The Duchess’s apparent confusion over the title of prince is easier to understand when you realize that she didn’t research the Royal Family ahead of time. It was a startling admission, and one wonders if more foreknowledge wouldn’t have made things at least a little bit less stressful for her. Perhaps she assumed that her experience as a celebrity would equip her for life in the Royal Family, but Americans have a hard time understanding the Monarchy because we don’t really have anything like it over here.

Despite how the Royal Family is portrayed in the US, they’re not mere celebrities. Their life comes with all sorts of perks, but they must also follow a myriad of rules, both explicit and implicit. It would be hard for any outsider to adjust to, but it would be particularly difficult for an American celebrity accustomed to doing or saying whatever she pleases. And if you don’t understand the rationale behind the rules, they’ll seem all the more burdensome.

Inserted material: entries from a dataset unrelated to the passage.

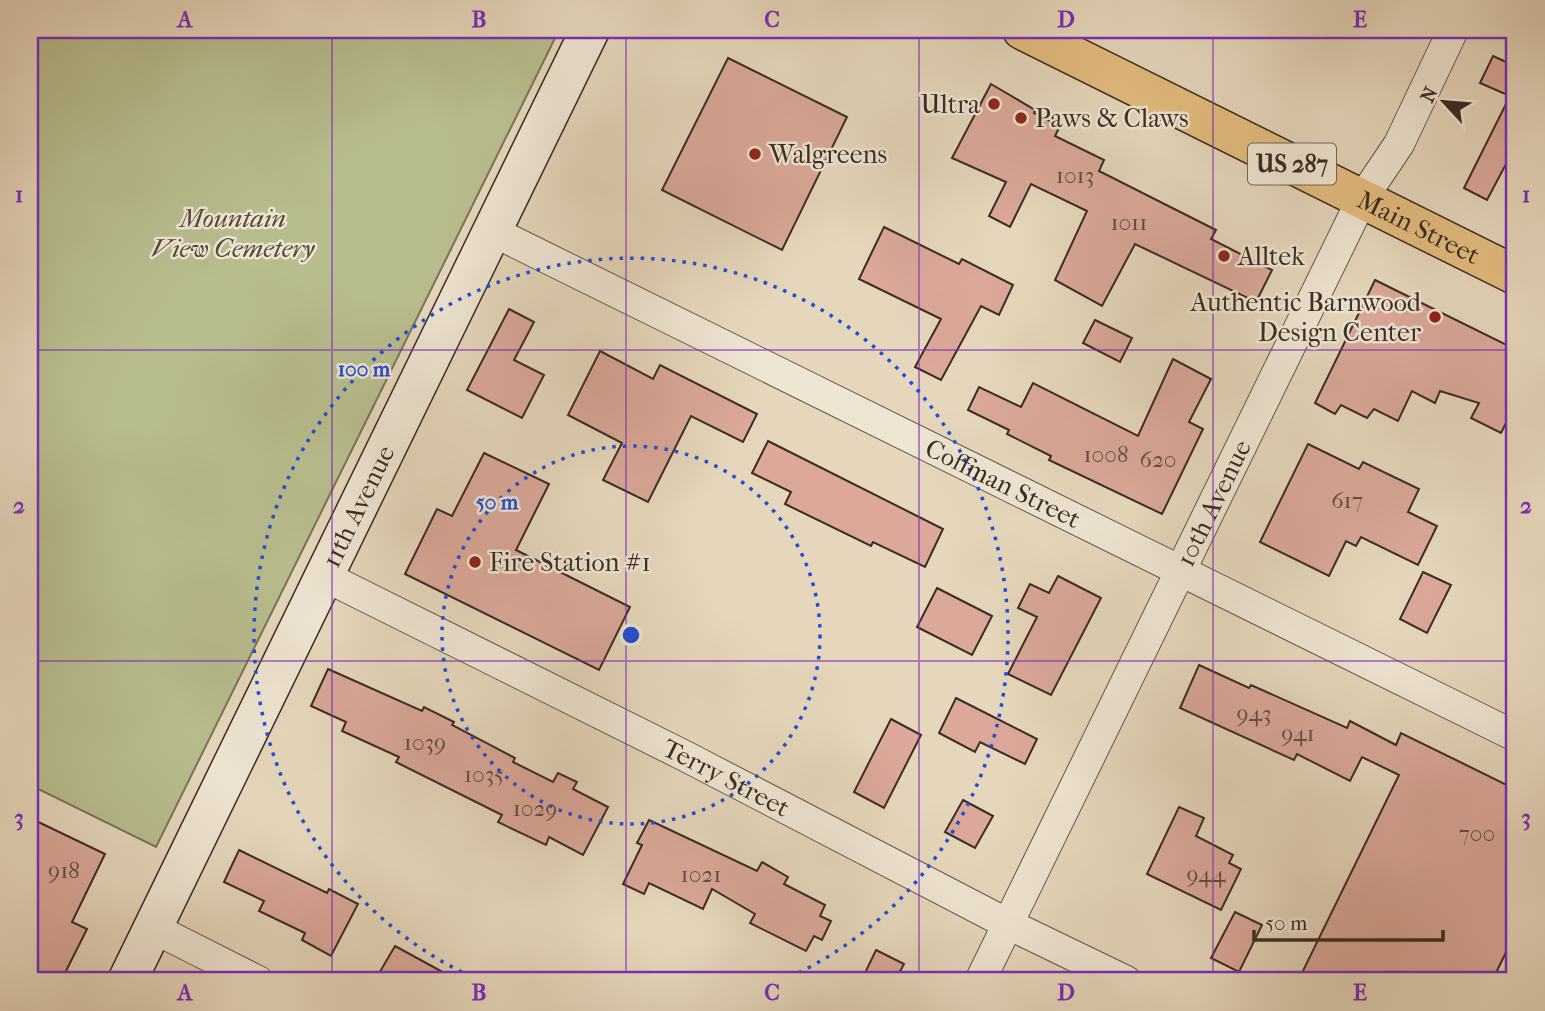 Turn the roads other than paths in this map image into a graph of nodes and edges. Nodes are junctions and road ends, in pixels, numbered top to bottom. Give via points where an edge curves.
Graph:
1 (590, 30) edge
2 (1022, 30) edge
3 (1453, 30) edge
4 (1362, 199) junction
5 (492, 231) junction
6 (1515, 275) edge
7 (1180, 570) junction
8 (324, 576) junction
9 (1515, 736) edge
10 (1008, 924) junction
11 (153, 928) junction
12 (127, 981) edge
13 (258, 981) edge
14 (980, 981) edge
15 (1126, 981) edge

1 - 5 street, 11th Avenue
2 - 4 highway, Main Street / US 287
3 - 4 street, 10th Avenue via 1399,144
4 - 6 highway, Main Street / US 287
4 - 7 street, 10th Avenue
5 - 7 street, Coffman Street
5 - 8 street, 11th Avenue
7 - 9 street, Coffman Street
7 - 10 street, 10th Avenue
8 - 10 street, Terry Street
8 - 11 street, 11th Avenue
10 - 14 street, 10th Avenue
10 - 15 street, Terry Street
11 - 12 street, 11th Avenue
11 - 13 street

Current members of the Royal Family grew up with these rules, so it must be hard for them to grasp an outsider’s confusion. But I suspect that the following generations will bring change to the institution. The Monarchy often seems timeless, but it’s more protean than people realize. Victoria would probably find the court of Elizabeth II shockingly informal. In Victoria’s day, she was accompanied by a Lord and a Groom in Waiting at Privy Councils, and Ministers of the Crown were in attendance throughout her stay at Balmoral. Those customs have now withered away.[4] As the more byzantine rules continue to disappear, The Firm will seem less and less alien to newcomers.

There are lessons to be learned from the Sussexes’ predicament. Perhaps there needs to be some form of formal onboarding/premarital counseling for new members of the Royal Family, especially if they come from a vastly different background.[5] It’s also reasonable to ask whether the Palace needs to embrace a more flexible approach to royal life. If someone truly doesn’t want to be a working member of the Royal Family for whatever reason, it’s better for everyone if they can formally leave The Firm with dignity. Right now, the Duke and Duchess are in an awkward position. Despite stepping back as working royals, they still have their titles, and the Duke and Archie remain in the line of succession. There’s no easy solution to this problem,[6] so it may be time to let people voluntarily sever those ties.

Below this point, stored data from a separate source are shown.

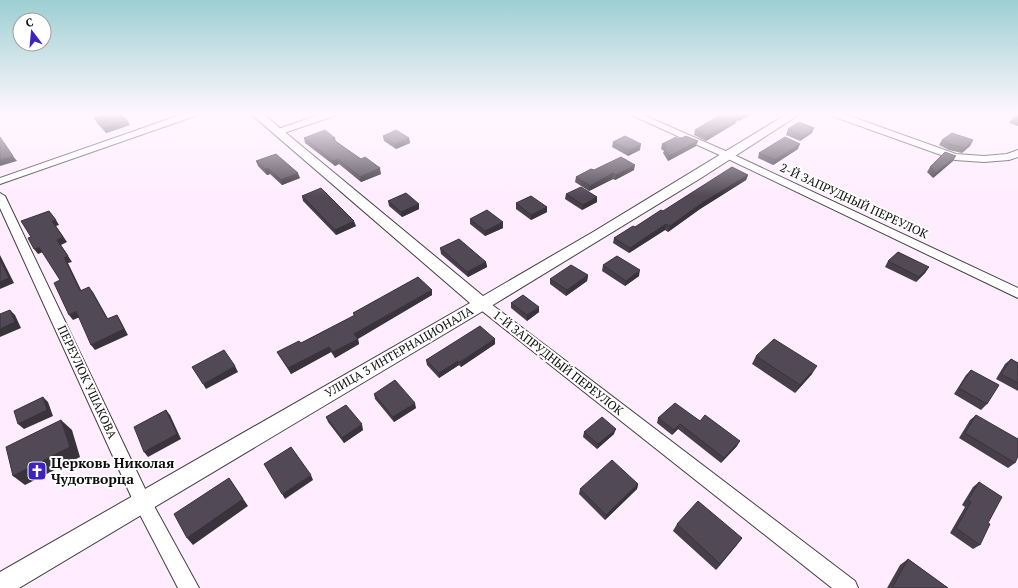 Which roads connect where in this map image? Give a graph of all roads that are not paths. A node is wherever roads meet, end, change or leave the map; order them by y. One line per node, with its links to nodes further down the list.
1 (113, 141): 8 (street)
2 (289, 141): 11 (street, 1-Й ЗАПРУДНЫЙ ПЕРЕУЛОК)
3 (696, 141): 7 (street, 2-Й ЗАПРУДНЫЙ ПЕРЕУЛОК)
4 (749, 141): 7 (street, УЛИЦА 3 ИНТЕРНАЦИОНАЛА)
5 (910, 141): 6 (street)
6 (1018, 153)
7 (727, 155): 10 (street, 2-Й ЗАПРУДНЫЙ ПЕРЕУЛОК); 11 (street, УЛИЦА 3 ИНТЕРНАЦИОНАЛА)
8 (0, 181)
9 (0, 196): 12 (street, ПЕРЕУЛОК УШАКОВА)
10 (1018, 293)
11 (482, 304): 12 (street, УЛИЦА 3 ИНТЕРНАЦИОНАЛА); 15 (street, 1-Й ЗАПРУДНЫЙ ПЕРЕУЛОК)
12 (142, 501): 13 (street, УЛИЦА 3 ИНТЕРНАЦИОНАЛА); 14 (street, ПЕРЕУЛОК УШАКОВА)
13 (0, 586)
14 (189, 588)
15 (848, 588)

[1] The Duke refused to name the individual, though he apparently said it wasn’t the Queen or the Duke of Edinburgh.

[2] Under George V’s Letters Patent, those honorifics were restricted to the eldest son of the Prince of Wales’ eldest son, but the Queen’s Letters Patent broadened it to include all the eldest son’s children.

[3] Whether the Royal Family should pay for their security is a separate matter, but similar principles apply.

[4] Though the Prime Minister does of course spend a weekend at Balmoral.

[5] Admittedly, I struggle to think of what this might look like. Simply tossing a copy of Bagehot at them won’t be enough!

[6] While the Queen could theoretically remove the titular dignity of prince and the style of ‘Royal Highness,’ only an Act of Parliament could remove the Dukedom of Sussex. Removing the Duke and his children from the line of succession would require the unanimous agreement of all 16 Commonwealth Realms.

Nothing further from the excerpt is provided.